Thursday, February 28, 2019

Brick Cutting: 101

There are only so many ovens I can build myself.  There is an unlimited number of people who want to build their own oven.   I address this post to you.  Below are some photos showing how laying out the sets of bricks for a dome prior to construction can contribute to accuracy and efficiency.

#1 and #2 arch bricks allow accuracy in forming domes and arches
 I use a 12" diamond blade on a compound miter chop saw.  I soak the bricks to cut dust and add lubrication.  The blade last longer too.
Styrofoam forms allow the pre-cutting of bricks to be accurate

 Numbering bricks make boxing and building with them orderly
(note: My assistant numbered these, thus the 'IIX' which should be 'VIII' Roman numerals)
Also note that the top course 'jumps' three bricks since individual brick would be too thin. 

Keystone is cut only when dome is built 
Seven part Keystone is my design.

Tuesday, February 26, 2019

The Brick Oven Garden

If there is an opening bell to the garden season, it is March 1.  For brick oven cooks, planning a garden that will provide us with abundant vegetables for broiling, roasting, and toppings, makes sense.

Virtually all of the produce from an average garden can be used to make a brick oven feast.  However, certain vegetables continue to be the staples of brick oven cooking, especially in the European/Western culture.

 Tomatoes, peppers, eggplant, onions, garlic are central.  Arugula, kale, leeks, and the panoply of herbs add to the mix.
And don't forget the mushrooms.  Eric Milligan of the New Hampshire Mushroom Company is a leading grower of gourmet mushrooms (and a great guy).

Heirloom varieties of tomatoes make that essential ingredient one that can occupy an entire garden itself.

Then there are the outliers: beets, squash, potatoes, apples, peaches, and, for the botanically adventurous, figs.
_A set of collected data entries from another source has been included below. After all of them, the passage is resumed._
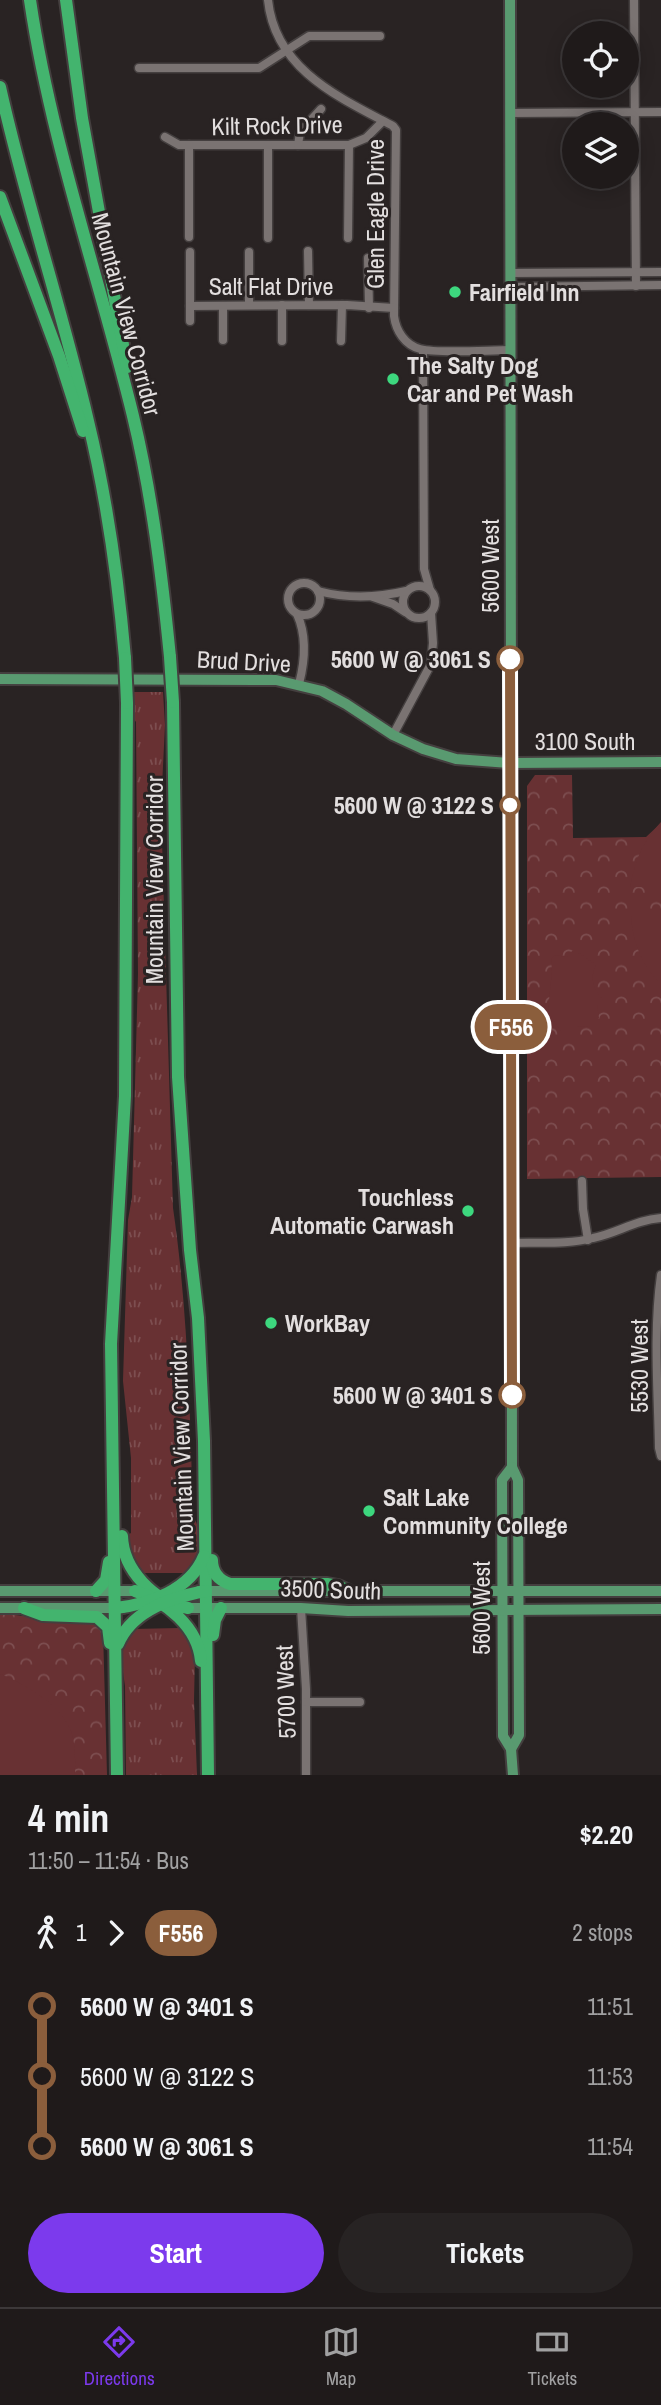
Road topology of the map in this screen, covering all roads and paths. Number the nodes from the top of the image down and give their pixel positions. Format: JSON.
{"nodes":[{"id":1,"x":30,"y":0,"type":"edge"},
{"id":2,"x":66,"y":0,"type":"edge"},
{"id":3,"x":268,"y":0,"type":"edge"},
{"id":4,"x":510,"y":0,"type":"edge"},
{"id":5,"x":634,"y":0,"type":"edge"},
{"id":6,"x":380,"y":36,"type":"dead end"},
{"id":7,"x":286,"y":51,"type":"junction"},
{"id":8,"x":139,"y":68,"type":"dead end"},
{"id":9,"x":0,"y":87,"type":"edge"},
{"id":10,"x":321,"y":109,"type":"dead end"},
{"id":11,"x":635,"y":112,"type":"edge"},
{"id":12,"x":639,"y":112,"type":"edge"},
{"id":13,"x":661,"y":112,"type":"edge"},
{"id":14,"x":510,"y":113,"type":"junction"},
{"id":15,"x":562,"y":113,"type":"edge"},
{"id":16,"x":383,"y":121,"type":"junction"},
{"id":17,"x":165,"y":137,"type":"dead end"},
{"id":18,"x":189,"y":145,"type":"junction"},
{"id":19,"x":268,"y":145,"type":"junction"},
{"id":20,"x":298,"y":145,"type":"junction"},
{"id":21,"x":349,"y":145,"type":"junction"},
{"id":22,"x":635,"y":189,"type":"edge"},
{"id":23,"x":0,"y":197,"type":"edge"},
{"id":24,"x":189,"y":237,"type":"dead end"},
{"id":25,"x":268,"y":238,"type":"dead end"},
{"id":26,"x":348,"y":239,"type":"dead end"},
{"id":27,"x":190,"y":251,"type":"dead end"},
{"id":28,"x":308,"y":251,"type":"dead end"},
{"id":29,"x":249,"y":252,"type":"dead end"},
{"id":30,"x":369,"y":258,"type":"dead end"},
{"id":31,"x":635,"y":272,"type":"junction"},
{"id":32,"x":661,"y":272,"type":"edge"},
{"id":33,"x":510,"y":273,"type":"junction"},
{"id":34,"x":661,"y":285,"type":"edge"},
{"id":35,"x":510,"y":286,"type":"junction"},
{"id":36,"x":636,"y":286,"type":"junction"},
{"id":37,"x":249,"y":305,"type":"junction"},
{"id":38,"x":282,"y":305,"type":"junction"},
{"id":39,"x":309,"y":305,"type":"junction"},
{"id":40,"x":342,"y":305,"type":"junction"},
{"id":41,"x":190,"y":306,"type":"junction"},
{"id":42,"x":223,"y":306,"type":"junction"},
{"id":43,"x":369,"y":308,"type":"junction"},
{"id":44,"x":394,"y":308,"type":"junction"},
{"id":45,"x":190,"y":321,"type":"dead end"},
{"id":46,"x":223,"y":340,"type":"dead end"},
{"id":47,"x":282,"y":341,"type":"dead end"},
{"id":48,"x":341,"y":341,"type":"dead end"},
{"id":49,"x":423,"y":350,"type":"junction"},
{"id":50,"x":510,"y":350,"type":"junction"},
{"id":51,"x":133,"y":416,"type":"junction"},
{"id":52,"x":424,"y":569,"type":"junction"},
{"id":53,"x":409,"y":589,"type":"junction"},
{"id":54,"x":430,"y":590,"type":"junction"},
{"id":55,"x":318,"y":591,"type":"junction"},
{"id":56,"x":341,"y":597,"type":"junction"},
{"id":57,"x":373,"y":597,"type":"junction"},
{"id":58,"x":319,"y":605,"type":"junction"},
{"id":59,"x":297,"y":614,"type":"junction"},
{"id":60,"x":310,"y":614,"type":"junction"},
{"id":61,"x":407,"y":614,"type":"junction"},
{"id":62,"x":430,"y":614,"type":"junction"},
{"id":63,"x":421,"y":618,"type":"junction"},
{"id":64,"x":122,"y":620,"type":"junction"},
{"id":65,"x":432,"y":631,"type":"junction"},
{"id":66,"x":304,"y":633,"type":"junction"},
{"id":67,"x":0,"y":679,"type":"edge"},
{"id":68,"x":299,"y":684,"type":"junction"},
{"id":69,"x":393,"y":735,"type":"junction"},
{"id":70,"x":661,"y":762,"type":"edge"},
{"id":71,"x":509,"y":763,"type":"junction"},
{"id":72,"x":582,"y":1181,"type":"dead end"},
{"id":73,"x":661,"y":1218,"type":"edge"},
{"id":74,"x":588,"y":1240,"type":"junction"},
{"id":75,"x":512,"y":1243,"type":"junction"},
{"id":76,"x":661,"y":1275,"type":"edge"},
{"id":77,"x":111,"y":1383,"type":"junction"},
{"id":78,"x":113,"y":1419,"type":"junction"},
{"id":79,"x":204,"y":1441,"type":"junction"},
{"id":80,"x":661,"y":1456,"type":"edge"},
{"id":81,"x":512,"y":1467,"type":"junction"},
{"id":82,"x":206,"y":1551,"type":"junction"},
{"id":83,"x":0,"y":1591,"type":"edge"},
{"id":84,"x":96,"y":1591,"type":"junction"},
{"id":85,"x":116,"y":1591,"type":"junction"},
{"id":86,"x":135,"y":1591,"type":"joint"},
{"id":87,"x":206,"y":1591,"type":"junction"},
{"id":88,"x":349,"y":1591,"type":"junction"},
{"id":89,"x":502,"y":1591,"type":"junction"},
{"id":90,"x":518,"y":1591,"type":"junction"},
{"id":91,"x":661,"y":1591,"type":"edge"},
{"id":92,"x":161,"y":1600,"type":"junction"},
{"id":93,"x":0,"y":1608,"type":"edge"},
{"id":94,"x":24,"y":1608,"type":"junction"},
{"id":95,"x":116,"y":1608,"type":"junction"},
{"id":96,"x":188,"y":1608,"type":"joint"},
{"id":97,"x":207,"y":1608,"type":"junction"},
{"id":98,"x":221,"y":1608,"type":"junction"},
{"id":99,"x":300,"y":1608,"type":"junction"},
{"id":100,"x":661,"y":1609,"type":"edge"},
{"id":101,"x":502,"y":1611,"type":"junction"},
{"id":102,"x":519,"y":1611,"type":"junction"},
{"id":103,"x":116,"y":1649,"type":"junction"},
{"id":104,"x":306,"y":1702,"type":"junction"},
{"id":105,"x":359,"y":1702,"type":"dead end"},
{"id":106,"x":511,"y":1749,"type":"junction"},
{"id":107,"x":208,"y":1752,"type":"junction"},
{"id":108,"x":117,"y":1755,"type":"junction"},
{"id":109,"x":117,"y":1775,"type":"edge"},
{"id":110,"x":209,"y":1775,"type":"edge"},
{"id":111,"x":306,"y":1775,"type":"edge"},
{"id":112,"x":513,"y":1775,"type":"edge"}],
"edges":[{"from":1,"to":51,"type":"highway","name":"Mountain View Corridor"},
{"from":2,"to":51,"type":"highway"},
{"from":3,"to":7,"type":"street","name":"Glen Eagle Drive"},
{"from":4,"to":14,"type":"main road","name":"5600 West"},
{"from":5,"to":11,"type":"street"},
{"from":6,"to":7,"type":"street"},
{"from":7,"to":8,"type":"street"},
{"from":7,"to":16,"type":"street","name":"Glen Eagle Drive"},
{"from":9,"to":64,"type":"highway","name":"Mountain View Corridor"},
{"from":10,"to":20,"type":"street"},
{"from":12,"to":13,"type":"street"},
{"from":14,"to":15,"type":"street"},
{"from":14,"to":33,"type":"main road","name":"5600 West"},
{"from":16,"to":21,"type":"street","name":"Kilt Rock Drive"},
{"from":16,"to":44,"type":"street","name":"Glen Eagle Drive"},
{"from":17,"to":18,"type":"street","name":"Kilt Rock Drive"},
{"from":18,"to":19,"type":"street","name":"Kilt Rock Drive"},
{"from":18,"to":24,"type":"street"},
{"from":19,"to":20,"type":"street","name":"Kilt Rock Drive"},
{"from":19,"to":25,"type":"street"},
{"from":20,"to":21,"type":"street","name":"Kilt Rock Drive"},
{"from":21,"to":26,"type":"street"},
{"from":22,"to":31,"type":"street"},
{"from":23,"to":64,"type":"highway"},
{"from":27,"to":41,"type":"street"},
{"from":28,"to":39,"type":"street"},
{"from":29,"to":37,"type":"street"},
{"from":30,"to":43,"type":"street"},
{"from":31,"to":32,"type":"street"},
{"from":31,"to":33,"type":"street"},
{"from":31,"to":36,"type":"street"},
{"from":33,"to":35,"type":"main road","name":"5600 West"},
{"from":34,"to":36,"type":"street"},
{"from":35,"to":36,"type":"street"},
{"from":35,"to":50,"type":"main road","name":"5600 West"},
{"from":37,"to":38,"type":"street","name":"Salt Flat Drive"},
{"from":37,"to":42,"type":"street","name":"Salt Flat Drive"},
{"from":38,"to":39,"type":"street","name":"Salt Flat Drive"},
{"from":38,"to":47,"type":"street"},
{"from":39,"to":40,"type":"street","name":"Salt Flat Drive"},
{"from":40,"to":43,"type":"street","name":"Salt Flat Drive"},
{"from":40,"to":48,"type":"street"},
{"from":41,"to":42,"type":"street","name":"Salt Flat Drive"},
{"from":41,"to":45,"type":"street"},
{"from":42,"to":46,"type":"street"},
{"from":43,"to":44,"type":"street","name":"Salt Flat Drive"},
{"from":44,"to":49,"type":"street","name":"Glen Eagle Drive"},
{"from":49,"to":50,"type":"street"},
{"from":49,"to":52,"type":"street"},
{"from":50,"to":71,"type":"main road","name":"5600 West"},
{"from":51,"to":79,"type":"highway","name":"Mountain View Corridor","bridge":true},
{"from":52,"to":53,"type":"street"},
{"from":52,"to":54,"type":"street"},
{"from":53,"to":54,"type":"street"},
{"from":53,"to":57,"type":"street"},
{"from":53,"to":61,"type":"street"},
{"from":54,"to":62,"type":"street"},
{"from":55,"to":56,"type":"street"},
{"from":55,"to":58,"type":"street"},
{"from":55,"to":59,"type":"street"},
{"from":56,"to":57,"type":"street"},
{"from":56,"to":58,"type":"street"},
{"from":57,"to":61,"type":"street"},
{"from":58,"to":60,"type":"street"},
{"from":59,"to":60,"type":"street"},
{"from":59,"to":66,"type":"street"},
{"from":60,"to":66,"type":"street"},
{"from":61,"to":63,"type":"street"},
{"from":62,"to":63,"type":"street"},
{"from":62,"to":65,"type":"street"},
{"from":63,"to":65,"type":"street"},
{"from":64,"to":77,"type":"highway","name":"Mountain View Corridor","bridge":true},
{"from":65,"to":69,"type":"street"},
{"from":66,"to":68,"type":"street"},
{"from":67,"to":68,"type":"main road","name":"Brud Drive"},
{"from":68,"to":69,"type":"main road","name":"Brud Drive"},
{"from":69,"to":71,"type":"main road","name":"Brud Drive"},
{"from":70,"to":71,"type":"main road","name":"3100 South"},
{"from":71,"to":75,"type":"main road","name":"5600 West"},
{"from":72,"to":74,"type":"street"},
{"from":73,"to":74,"type":"street"},
{"from":74,"to":75,"type":"street"},
{"from":75,"to":81,"type":"main road","name":"5600 West"},
{"from":76,"to":80,"type":"street","name":"5530 West"},
{"from":77,"to":78,"type":"highway","name":"Mountain View Corridor"},
{"from":77,"to":84,"type":"highway"},
{"from":78,"to":85,"type":"highway","name":"Mountain View Corridor"},
{"from":78,"to":92,"type":"highway"},
{"from":79,"to":82,"type":"highway","name":"Mountain View Corridor"},
{"from":79,"to":88,"type":"highway"},
{"from":81,"to":89,"type":"main road","name":"5600 West"},
{"from":81,"to":90,"type":"main road","name":"5600 West"},
{"from":82,"to":87,"type":"highway","name":"Mountain View Corridor"},
{"from":82,"to":92,"type":"highway"},
{"from":83,"to":84,"type":"main road"},
{"from":84,"to":85,"type":"main road"},
{"from":85,"to":86,"type":"main road"},
{"from":85,"to":95,"type":"highway","name":"Mountain View Corridor"},
{"from":86,"to":92,"type":"highway"},
{"from":87,"to":88,"type":"main road","name":"3500 South"},
{"from":87,"to":92,"type":"highway"},
{"from":87,"to":97,"type":"highway","name":"Mountain View Corridor"},
{"from":88,"to":89,"type":"main road","name":"3500 South"},
{"from":89,"to":90,"type":"main road","name":"3500 South"},
{"from":89,"to":101,"type":"main road","name":"5600 West"},
{"from":90,"to":91,"type":"main road","name":"3500 South"},
{"from":90,"to":102,"type":"main road","name":"5600 West"},
{"from":92,"to":95,"type":"highway"},
{"from":92,"to":96,"type":"highway"},
{"from":92,"to":103,"type":"highway"},
{"from":92,"to":107,"type":"highway"},
{"from":93,"to":94,"type":"main road"},
{"from":94,"to":95,"type":"main road"},
{"from":94,"to":108,"type":"highway"},
{"from":95,"to":103,"type":"highway","name":"Mountain View Corridor"},
{"from":96,"to":97,"type":"main road","name":"3500 South"},
{"from":97,"to":98,"type":"main road","name":"3500 South"},
{"from":97,"to":107,"type":"highway","name":"Mountain View Corridor"},
{"from":98,"to":99,"type":"main road","name":"3500 South"},
{"from":98,"to":110,"type":"highway"},
{"from":99,"to":101,"type":"main road","name":"3500 South"},
{"from":99,"to":104,"type":"street","name":"5700 West"},
{"from":100,"to":102,"type":"main road","name":"3500 South"},
{"from":101,"to":102,"type":"main road","name":"3500 South"},
{"from":101,"to":106,"type":"main road","name":"5600 West"},
{"from":102,"to":106,"type":"main road","name":"5600 West"},
{"from":103,"to":108,"type":"highway","name":"Mountain View Corridor"},
{"from":104,"to":105,"type":"street"},
{"from":104,"to":111,"type":"street","name":"5700 West"},
{"from":106,"to":112,"type":"main road","name":"5600 West"},
{"from":107,"to":110,"type":"highway","name":"Mountain View Corridor"},
{"from":108,"to":109,"type":"highway","name":"Mountain View Corridor"}]}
Lastly, a side salad will balance the meal with its freshness and crunch. Do it all. And start now.

Saturday, February 23, 2019

Arometo: Best Pizza Ever

I've made hundreds of pizzas, in my own brick oven and in others.  To say, I recently made the best ever pizza may either show that I'm way late in arriving, or that, simply, my tastes have changed.
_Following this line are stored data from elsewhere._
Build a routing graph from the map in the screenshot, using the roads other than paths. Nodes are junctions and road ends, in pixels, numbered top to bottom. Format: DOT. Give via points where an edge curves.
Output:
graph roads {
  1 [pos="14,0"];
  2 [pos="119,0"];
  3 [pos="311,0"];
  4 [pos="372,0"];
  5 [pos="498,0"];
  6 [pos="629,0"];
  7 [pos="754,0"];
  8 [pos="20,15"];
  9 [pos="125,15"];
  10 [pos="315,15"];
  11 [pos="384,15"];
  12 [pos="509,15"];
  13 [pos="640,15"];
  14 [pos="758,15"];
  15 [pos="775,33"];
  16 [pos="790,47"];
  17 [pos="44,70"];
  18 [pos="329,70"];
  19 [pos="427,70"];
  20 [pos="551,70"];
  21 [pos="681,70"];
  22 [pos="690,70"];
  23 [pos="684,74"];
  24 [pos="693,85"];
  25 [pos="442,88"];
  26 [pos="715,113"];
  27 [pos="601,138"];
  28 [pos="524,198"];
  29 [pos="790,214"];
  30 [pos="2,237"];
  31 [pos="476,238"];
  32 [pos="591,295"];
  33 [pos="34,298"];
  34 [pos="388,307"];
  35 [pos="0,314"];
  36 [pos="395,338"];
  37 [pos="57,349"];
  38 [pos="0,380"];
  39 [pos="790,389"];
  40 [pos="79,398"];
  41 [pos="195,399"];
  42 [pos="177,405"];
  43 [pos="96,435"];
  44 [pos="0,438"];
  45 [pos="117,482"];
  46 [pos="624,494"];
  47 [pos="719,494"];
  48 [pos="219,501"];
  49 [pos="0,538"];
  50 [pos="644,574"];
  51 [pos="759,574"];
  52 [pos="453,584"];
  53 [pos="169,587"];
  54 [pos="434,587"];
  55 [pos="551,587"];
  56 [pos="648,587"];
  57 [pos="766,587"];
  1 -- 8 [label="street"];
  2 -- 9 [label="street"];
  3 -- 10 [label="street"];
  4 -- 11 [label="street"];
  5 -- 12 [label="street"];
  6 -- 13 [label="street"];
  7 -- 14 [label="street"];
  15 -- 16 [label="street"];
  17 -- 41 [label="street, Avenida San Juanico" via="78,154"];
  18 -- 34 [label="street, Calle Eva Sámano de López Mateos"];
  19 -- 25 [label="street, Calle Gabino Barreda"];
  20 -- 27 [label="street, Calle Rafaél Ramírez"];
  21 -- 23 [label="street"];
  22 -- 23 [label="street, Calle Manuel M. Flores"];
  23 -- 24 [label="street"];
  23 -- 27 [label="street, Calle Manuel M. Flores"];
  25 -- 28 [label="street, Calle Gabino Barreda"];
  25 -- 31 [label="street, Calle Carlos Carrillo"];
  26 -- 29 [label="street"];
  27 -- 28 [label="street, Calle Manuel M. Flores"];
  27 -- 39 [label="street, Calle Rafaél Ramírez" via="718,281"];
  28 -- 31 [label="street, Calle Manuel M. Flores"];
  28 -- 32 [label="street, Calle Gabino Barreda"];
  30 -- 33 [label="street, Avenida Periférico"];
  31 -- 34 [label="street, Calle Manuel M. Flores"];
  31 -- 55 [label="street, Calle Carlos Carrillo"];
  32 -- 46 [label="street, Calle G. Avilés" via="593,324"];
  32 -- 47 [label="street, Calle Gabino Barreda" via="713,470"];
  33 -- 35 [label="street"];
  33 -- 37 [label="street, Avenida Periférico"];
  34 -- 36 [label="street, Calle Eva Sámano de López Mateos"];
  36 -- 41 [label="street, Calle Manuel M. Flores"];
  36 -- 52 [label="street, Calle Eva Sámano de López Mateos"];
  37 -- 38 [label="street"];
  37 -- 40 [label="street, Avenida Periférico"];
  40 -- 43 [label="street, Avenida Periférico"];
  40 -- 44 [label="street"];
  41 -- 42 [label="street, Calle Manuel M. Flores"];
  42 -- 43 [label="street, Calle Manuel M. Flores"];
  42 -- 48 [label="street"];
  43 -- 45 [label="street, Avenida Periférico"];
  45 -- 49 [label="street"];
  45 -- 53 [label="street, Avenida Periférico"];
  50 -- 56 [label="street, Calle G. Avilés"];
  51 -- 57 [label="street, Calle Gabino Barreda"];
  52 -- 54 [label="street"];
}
Parsley, Rosemary, Black Pepper, Oregano, Basil (frozen fresh with oil), Lemon Zest 

 I have a book: "Diary of a Tuscan Chef" by Cesare Casella and Eileen Daspin.  It traces both Chef Cesare's connection to family cooking traditions and his dedication and joy in having his menus follow the seasons.  As it is copyright 1998, his farm-to-table philosophy puts him at the leading edge of his peers but completely within the centuries-long traditions of Europe.

So, early in the book, he describes arometo, page 15 to be exact, as a mixture of multiple herbs.   Admittedly, I seem to have elaborated in my memory and mind on the minuscule instructions given in the book.

I read the recipe: "I cup tightly packed fresh herbs (use a combination of basil, rosemary, thyme, Italian parsley, marjoram, and oregano)-- finely minced."  AS...

Mix the herbs so no one is dominant.  It doesn't say that.

BUT the result is astounding when added to the toppings on pizza.  The complexity of flavors (I add fresh ground black pepper, a bit of sage, and salt) sends a taste-opening flavor symphony to your senses.

If the current pizza you are making is anything but great, try this.  And grazie Chef Cesare!  Mille graze.

Tuesday, February 12, 2019

YODA: Brick Oven Master

"Always pass on what you have learned."
"Patience you must have my young padawan." 

You think Yoda stops teaching, just because his student does not want to hear?  A teacher Yoda is.  Yoda teaches like drunkards drink, like killers kill." 

Decide you must, how to serve them best."